• EXERCISE PROMPT: Scan the data for "Tongji" and copy each matching line.

[[ STORED DATA open ]]

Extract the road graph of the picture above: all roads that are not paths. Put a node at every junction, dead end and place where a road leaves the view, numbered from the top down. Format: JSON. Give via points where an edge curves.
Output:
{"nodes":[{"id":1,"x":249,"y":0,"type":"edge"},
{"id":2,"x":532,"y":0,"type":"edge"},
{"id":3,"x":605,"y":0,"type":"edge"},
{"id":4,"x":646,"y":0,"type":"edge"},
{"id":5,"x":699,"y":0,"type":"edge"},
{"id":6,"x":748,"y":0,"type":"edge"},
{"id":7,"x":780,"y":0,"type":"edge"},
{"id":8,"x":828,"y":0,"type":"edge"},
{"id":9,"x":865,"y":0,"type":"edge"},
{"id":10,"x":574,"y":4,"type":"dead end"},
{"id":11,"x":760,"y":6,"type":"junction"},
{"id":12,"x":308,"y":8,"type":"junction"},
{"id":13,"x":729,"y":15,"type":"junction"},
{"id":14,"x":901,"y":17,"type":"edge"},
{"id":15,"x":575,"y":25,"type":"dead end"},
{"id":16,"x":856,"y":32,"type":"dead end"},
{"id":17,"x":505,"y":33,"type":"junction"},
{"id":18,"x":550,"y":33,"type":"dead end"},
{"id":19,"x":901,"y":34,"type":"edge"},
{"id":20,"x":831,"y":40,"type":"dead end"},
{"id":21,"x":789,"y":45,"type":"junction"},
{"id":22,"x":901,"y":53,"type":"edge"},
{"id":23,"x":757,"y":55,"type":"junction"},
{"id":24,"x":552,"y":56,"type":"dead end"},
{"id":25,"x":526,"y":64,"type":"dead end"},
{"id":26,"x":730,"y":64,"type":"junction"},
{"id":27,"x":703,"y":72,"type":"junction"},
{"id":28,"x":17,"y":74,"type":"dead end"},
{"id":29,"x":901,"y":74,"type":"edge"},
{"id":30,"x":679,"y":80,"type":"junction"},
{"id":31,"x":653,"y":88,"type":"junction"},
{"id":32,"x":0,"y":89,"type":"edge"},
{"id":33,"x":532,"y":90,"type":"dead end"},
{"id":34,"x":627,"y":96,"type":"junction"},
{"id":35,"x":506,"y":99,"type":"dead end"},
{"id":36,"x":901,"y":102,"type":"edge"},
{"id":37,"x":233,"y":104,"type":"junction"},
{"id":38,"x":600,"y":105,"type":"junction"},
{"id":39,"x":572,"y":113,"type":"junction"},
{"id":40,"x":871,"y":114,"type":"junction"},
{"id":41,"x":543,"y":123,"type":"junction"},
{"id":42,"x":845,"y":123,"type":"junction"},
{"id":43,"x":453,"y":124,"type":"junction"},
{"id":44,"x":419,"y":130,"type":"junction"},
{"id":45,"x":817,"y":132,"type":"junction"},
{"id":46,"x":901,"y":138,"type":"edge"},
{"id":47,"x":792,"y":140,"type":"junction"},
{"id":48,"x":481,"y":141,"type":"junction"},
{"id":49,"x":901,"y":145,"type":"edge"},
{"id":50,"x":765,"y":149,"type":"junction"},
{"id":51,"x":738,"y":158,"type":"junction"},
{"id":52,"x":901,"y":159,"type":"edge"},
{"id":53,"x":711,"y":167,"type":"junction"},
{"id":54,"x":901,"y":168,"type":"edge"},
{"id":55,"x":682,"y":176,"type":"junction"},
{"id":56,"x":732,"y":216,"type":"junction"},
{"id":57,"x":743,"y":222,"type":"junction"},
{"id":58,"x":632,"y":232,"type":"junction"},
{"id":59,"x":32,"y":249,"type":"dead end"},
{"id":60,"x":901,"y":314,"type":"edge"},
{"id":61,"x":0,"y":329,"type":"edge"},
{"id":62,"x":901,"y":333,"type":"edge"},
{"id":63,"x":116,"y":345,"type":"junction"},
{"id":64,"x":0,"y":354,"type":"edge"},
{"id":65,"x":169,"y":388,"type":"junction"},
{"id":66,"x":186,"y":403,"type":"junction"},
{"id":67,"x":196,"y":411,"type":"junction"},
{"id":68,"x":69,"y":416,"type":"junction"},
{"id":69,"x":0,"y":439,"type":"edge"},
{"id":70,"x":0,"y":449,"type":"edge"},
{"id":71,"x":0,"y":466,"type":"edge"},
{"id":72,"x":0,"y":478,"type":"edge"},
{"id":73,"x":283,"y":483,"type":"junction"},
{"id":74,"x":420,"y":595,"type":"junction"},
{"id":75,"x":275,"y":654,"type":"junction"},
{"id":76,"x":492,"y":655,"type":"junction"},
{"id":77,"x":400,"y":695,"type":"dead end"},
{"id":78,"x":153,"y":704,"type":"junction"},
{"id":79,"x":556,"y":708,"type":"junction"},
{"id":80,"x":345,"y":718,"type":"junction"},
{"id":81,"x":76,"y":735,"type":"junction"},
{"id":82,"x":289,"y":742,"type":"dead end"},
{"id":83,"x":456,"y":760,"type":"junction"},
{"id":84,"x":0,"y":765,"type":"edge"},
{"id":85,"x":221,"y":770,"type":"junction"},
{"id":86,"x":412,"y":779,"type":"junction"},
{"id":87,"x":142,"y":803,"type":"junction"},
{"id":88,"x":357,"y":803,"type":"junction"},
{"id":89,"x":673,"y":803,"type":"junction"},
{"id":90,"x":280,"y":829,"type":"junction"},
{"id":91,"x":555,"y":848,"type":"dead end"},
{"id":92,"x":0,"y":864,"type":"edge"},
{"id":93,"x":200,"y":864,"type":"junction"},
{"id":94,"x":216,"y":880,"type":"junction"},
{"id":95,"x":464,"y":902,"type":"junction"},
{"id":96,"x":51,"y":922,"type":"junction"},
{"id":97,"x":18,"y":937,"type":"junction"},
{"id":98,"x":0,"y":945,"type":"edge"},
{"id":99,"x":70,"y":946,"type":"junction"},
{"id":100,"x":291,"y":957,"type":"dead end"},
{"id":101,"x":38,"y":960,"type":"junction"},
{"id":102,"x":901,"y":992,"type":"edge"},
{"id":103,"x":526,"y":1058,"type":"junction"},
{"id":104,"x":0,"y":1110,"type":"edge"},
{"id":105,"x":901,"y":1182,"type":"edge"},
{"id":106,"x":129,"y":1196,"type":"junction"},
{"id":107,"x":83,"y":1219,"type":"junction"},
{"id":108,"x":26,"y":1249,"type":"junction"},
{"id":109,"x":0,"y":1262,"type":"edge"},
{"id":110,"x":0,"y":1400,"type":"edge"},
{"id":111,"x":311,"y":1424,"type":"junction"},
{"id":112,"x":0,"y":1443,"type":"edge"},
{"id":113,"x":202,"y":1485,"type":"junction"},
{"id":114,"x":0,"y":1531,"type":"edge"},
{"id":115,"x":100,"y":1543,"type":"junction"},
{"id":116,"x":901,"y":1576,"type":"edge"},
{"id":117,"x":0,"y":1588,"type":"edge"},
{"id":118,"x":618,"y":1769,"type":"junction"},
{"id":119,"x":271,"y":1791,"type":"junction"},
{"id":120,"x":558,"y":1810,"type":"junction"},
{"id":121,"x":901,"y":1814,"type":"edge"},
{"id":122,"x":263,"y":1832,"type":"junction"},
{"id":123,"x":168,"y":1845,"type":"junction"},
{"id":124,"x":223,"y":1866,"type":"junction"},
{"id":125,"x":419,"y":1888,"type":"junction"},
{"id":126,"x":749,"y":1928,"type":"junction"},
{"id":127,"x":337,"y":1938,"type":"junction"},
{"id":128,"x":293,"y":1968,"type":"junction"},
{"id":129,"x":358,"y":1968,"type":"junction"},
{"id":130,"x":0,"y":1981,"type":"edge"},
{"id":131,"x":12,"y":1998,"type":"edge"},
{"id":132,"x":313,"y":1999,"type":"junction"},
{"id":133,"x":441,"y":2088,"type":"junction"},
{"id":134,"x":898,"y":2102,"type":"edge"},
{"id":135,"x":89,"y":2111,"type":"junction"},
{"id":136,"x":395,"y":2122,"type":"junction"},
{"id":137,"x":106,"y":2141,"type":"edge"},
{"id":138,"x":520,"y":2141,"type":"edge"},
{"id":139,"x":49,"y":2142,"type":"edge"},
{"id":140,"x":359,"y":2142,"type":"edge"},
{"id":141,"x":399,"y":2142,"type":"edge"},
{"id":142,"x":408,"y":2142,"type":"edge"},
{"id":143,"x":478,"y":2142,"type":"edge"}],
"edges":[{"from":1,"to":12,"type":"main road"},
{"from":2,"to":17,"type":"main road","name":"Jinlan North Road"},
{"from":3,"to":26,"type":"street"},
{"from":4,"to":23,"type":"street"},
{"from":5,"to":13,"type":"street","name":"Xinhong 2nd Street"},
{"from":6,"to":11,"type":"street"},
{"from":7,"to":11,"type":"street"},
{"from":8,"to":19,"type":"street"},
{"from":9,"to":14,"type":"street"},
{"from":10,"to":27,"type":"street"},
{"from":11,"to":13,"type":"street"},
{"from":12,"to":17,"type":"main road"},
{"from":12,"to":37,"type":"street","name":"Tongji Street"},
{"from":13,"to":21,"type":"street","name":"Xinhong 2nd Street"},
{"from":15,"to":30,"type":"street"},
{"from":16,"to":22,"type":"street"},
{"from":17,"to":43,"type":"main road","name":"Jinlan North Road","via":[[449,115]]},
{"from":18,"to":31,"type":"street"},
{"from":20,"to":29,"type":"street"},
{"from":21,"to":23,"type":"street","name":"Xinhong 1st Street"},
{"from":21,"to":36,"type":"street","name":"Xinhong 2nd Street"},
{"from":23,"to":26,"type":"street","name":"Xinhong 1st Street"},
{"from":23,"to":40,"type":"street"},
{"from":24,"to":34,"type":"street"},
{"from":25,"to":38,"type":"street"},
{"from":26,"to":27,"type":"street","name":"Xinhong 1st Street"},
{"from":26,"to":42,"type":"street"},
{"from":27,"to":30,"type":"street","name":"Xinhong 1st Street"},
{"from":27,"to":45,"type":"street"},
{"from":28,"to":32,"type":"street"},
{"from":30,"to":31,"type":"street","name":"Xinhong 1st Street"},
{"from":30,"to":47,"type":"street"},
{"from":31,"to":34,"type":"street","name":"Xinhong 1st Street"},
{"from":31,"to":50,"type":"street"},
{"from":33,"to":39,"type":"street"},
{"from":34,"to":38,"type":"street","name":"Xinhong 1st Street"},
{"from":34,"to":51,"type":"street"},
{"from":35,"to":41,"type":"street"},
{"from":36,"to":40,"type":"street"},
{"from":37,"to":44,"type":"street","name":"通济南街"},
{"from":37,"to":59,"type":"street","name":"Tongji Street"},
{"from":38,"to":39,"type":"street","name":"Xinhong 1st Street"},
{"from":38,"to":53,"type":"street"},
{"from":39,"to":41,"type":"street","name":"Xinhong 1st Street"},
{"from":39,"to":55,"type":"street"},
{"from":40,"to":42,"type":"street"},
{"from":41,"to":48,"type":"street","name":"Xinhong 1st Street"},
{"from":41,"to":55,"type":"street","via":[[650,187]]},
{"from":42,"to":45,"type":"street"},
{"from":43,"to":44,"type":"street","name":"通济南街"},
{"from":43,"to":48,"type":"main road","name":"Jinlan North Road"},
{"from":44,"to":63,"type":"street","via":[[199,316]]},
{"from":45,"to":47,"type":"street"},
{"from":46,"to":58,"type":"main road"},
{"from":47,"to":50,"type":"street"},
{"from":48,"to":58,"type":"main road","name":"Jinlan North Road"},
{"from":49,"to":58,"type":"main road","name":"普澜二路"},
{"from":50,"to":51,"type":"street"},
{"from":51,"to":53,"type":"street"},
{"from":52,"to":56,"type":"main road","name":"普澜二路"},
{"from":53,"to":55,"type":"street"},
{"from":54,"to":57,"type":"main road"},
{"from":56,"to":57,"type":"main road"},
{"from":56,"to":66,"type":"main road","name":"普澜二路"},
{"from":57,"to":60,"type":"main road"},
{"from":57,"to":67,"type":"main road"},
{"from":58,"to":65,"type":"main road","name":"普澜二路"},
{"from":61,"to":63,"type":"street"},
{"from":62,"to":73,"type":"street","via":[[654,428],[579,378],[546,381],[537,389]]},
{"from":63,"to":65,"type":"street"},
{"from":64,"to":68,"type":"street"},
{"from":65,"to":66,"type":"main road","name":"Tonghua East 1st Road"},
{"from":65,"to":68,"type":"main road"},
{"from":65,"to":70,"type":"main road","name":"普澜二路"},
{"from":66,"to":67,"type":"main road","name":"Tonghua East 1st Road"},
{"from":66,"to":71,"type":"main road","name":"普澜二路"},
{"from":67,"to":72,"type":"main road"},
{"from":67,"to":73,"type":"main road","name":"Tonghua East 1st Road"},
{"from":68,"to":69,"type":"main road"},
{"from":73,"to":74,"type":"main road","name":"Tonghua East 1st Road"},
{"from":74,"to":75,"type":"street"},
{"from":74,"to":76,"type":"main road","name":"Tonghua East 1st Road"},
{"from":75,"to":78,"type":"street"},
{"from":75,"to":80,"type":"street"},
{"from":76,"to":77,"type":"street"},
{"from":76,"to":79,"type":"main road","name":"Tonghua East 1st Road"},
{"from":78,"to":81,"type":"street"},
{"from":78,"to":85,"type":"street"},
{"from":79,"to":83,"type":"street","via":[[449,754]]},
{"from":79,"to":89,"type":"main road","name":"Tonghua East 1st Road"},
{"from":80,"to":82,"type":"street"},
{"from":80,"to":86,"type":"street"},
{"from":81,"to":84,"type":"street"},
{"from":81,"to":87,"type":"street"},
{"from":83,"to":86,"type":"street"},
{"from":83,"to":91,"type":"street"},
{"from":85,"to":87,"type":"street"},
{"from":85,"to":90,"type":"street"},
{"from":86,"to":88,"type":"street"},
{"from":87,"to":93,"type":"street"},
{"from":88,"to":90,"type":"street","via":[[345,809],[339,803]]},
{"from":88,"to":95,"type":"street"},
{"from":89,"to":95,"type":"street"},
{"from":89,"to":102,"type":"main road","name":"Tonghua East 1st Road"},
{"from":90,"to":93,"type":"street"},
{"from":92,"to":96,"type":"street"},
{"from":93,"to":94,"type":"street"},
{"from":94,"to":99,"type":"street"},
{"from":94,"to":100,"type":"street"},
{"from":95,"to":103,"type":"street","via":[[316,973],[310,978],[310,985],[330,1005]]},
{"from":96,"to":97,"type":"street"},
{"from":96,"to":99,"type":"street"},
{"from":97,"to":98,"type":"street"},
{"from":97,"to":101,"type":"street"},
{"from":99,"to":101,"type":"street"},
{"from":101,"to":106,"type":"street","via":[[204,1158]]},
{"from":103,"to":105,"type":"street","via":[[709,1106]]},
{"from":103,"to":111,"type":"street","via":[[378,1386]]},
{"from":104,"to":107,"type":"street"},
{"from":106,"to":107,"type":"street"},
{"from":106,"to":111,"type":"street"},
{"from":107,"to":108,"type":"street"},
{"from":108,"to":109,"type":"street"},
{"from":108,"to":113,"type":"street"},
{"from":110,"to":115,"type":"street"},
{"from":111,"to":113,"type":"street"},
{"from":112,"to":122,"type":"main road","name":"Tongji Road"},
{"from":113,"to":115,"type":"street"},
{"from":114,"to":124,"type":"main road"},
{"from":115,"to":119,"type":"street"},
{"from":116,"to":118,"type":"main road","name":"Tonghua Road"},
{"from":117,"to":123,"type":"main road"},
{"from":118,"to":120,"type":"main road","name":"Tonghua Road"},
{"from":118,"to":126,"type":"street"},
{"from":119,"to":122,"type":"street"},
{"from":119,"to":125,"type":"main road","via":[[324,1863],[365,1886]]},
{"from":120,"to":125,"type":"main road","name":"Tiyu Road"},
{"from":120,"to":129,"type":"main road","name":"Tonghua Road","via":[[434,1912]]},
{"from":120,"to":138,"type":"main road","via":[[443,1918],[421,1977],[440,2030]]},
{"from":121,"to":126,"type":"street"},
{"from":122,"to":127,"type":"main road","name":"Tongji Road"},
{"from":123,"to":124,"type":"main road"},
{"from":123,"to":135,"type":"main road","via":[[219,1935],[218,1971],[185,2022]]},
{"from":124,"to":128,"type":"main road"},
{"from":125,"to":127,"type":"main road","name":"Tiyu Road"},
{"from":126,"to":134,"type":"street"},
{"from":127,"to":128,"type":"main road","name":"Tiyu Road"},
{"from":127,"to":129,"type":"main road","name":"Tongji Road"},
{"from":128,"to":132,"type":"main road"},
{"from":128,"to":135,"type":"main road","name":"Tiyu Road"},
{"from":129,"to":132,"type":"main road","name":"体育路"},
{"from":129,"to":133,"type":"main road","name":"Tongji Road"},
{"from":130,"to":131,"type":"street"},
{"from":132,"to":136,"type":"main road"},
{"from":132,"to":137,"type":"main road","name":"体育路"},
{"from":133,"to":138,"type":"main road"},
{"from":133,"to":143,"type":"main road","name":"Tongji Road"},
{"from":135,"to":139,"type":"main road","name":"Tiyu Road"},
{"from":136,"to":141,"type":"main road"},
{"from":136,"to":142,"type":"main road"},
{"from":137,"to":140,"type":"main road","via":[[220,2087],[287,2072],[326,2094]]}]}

[[ STORED DATA closed ]]

• TASK RESULT:
{"from":12,"to":37,"type":"street","name":"Tongji Street"},
{"from":37,"to":59,"type":"street","name":"Tongji Street"},
{"from":112,"to":122,"type":"main road","name":"Tongji Road"},
{"from":122,"to":127,"type":"main road","name":"Tongji Road"},
{"from":127,"to":129,"type":"main road","name":"Tongji Road"},
{"from":129,"to":133,"type":"main road","name":"Tongji Road"},
{"from":133,"to":143,"type":"main road","name":"Tongji Road"},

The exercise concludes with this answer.